(Stored data entries)
###
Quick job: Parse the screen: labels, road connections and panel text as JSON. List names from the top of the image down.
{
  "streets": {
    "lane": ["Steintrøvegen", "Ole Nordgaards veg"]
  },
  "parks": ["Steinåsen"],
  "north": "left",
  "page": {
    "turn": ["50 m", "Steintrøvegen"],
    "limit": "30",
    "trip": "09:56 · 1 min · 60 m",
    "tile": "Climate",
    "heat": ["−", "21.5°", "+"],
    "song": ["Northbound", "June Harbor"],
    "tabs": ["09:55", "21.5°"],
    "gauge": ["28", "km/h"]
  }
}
###
### What this task involves
Each entry above, in full, should be output exactly as it reads.

### Output of the task
Quick job: Parse the screen: labels, road connections and panel text as JSON. List names from the top of the image down.
{
  "streets": {
    "lane": ["Steintrøvegen", "Ole Nordgaards veg"]
  },
  "parks": ["Steinåsen"],
  "north": "left",
  "page": {
    "turn": ["50 m", "Steintrøvegen"],
    "limit": "30",
    "trip": "09:56 · 1 min · 60 m",
    "tile": "Climate",
    "heat": ["−", "21.5°", "+"],
    "song": ["Northbound", "June Harbor"],
    "tabs": ["09:55", "21.5°"],
    "gauge": ["28", "km/h"]
  }
}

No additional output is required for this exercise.